Saturday, May 16, 2009

The Health-Care Debate

Peggy Noonan makes an excellent point in this morning's Wall Street Journal: "As the federal government claims ever greater powers, its language has become vague to the point of meaningless and meaningless to the point of menacing" Link here.

In particular Noonan calls out Health and Human Services Secretary Kathleen Sibelius for answering a question: "in that dead and deadening governmental language that does not reveal or clarify but instead wraps legitimate queries in clouds of words and sends them on their way."

An example: Sibelius was talking about: "single payer plan vis-a-vis private multiparty insurers."

Why do government officials talk this way? I think that it's a rhetorical ploy.

Noonan identified the first part of the ploy: the people who are talking this talk are "extremely bright and pleasant types with no particular and personal knowledge of business in America."

In other words, they traffic in academic jargon because they do not know what they are talking about.

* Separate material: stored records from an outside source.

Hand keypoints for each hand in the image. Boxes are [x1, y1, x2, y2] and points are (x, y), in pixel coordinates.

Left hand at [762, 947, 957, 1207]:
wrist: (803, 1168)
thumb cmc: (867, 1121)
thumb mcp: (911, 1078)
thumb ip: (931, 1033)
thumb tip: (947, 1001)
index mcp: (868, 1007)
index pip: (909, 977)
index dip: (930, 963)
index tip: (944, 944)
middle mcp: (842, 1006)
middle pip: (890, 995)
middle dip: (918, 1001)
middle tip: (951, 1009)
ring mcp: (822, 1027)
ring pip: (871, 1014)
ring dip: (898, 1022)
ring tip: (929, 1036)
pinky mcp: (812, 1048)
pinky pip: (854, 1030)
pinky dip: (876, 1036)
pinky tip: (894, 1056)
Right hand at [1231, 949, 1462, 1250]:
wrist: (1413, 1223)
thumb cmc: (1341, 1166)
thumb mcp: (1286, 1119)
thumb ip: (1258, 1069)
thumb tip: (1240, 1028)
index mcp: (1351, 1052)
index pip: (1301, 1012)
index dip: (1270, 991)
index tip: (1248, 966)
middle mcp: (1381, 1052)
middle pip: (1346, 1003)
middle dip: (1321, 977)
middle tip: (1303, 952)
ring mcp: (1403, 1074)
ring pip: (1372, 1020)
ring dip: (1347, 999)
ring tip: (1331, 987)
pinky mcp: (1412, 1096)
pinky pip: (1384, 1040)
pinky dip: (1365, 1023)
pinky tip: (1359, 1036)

The second point is that they are trying to persuade us that they know more than everyone else, especially those unfortunate souls who have actual experience.

The more we are persuaded of their superior intellect the more we will feel comfortable allowing them to reform the system.

Their reforms are not about making the system work better or providing more care for more people. Not at all. They want the system to conform to their vision of an ideal health care system.

If it is impracticable, if it forces the country to ration health care, if it is far too expensive to sustain... well then these same great thinkers will gin up their mental faculties to figure out who to blame. I can guarantee that they will not be on the list.

Clearly, Peggy Noonan is right that "the indecipherable language of government has actually become dangerous to the well-being of the nation."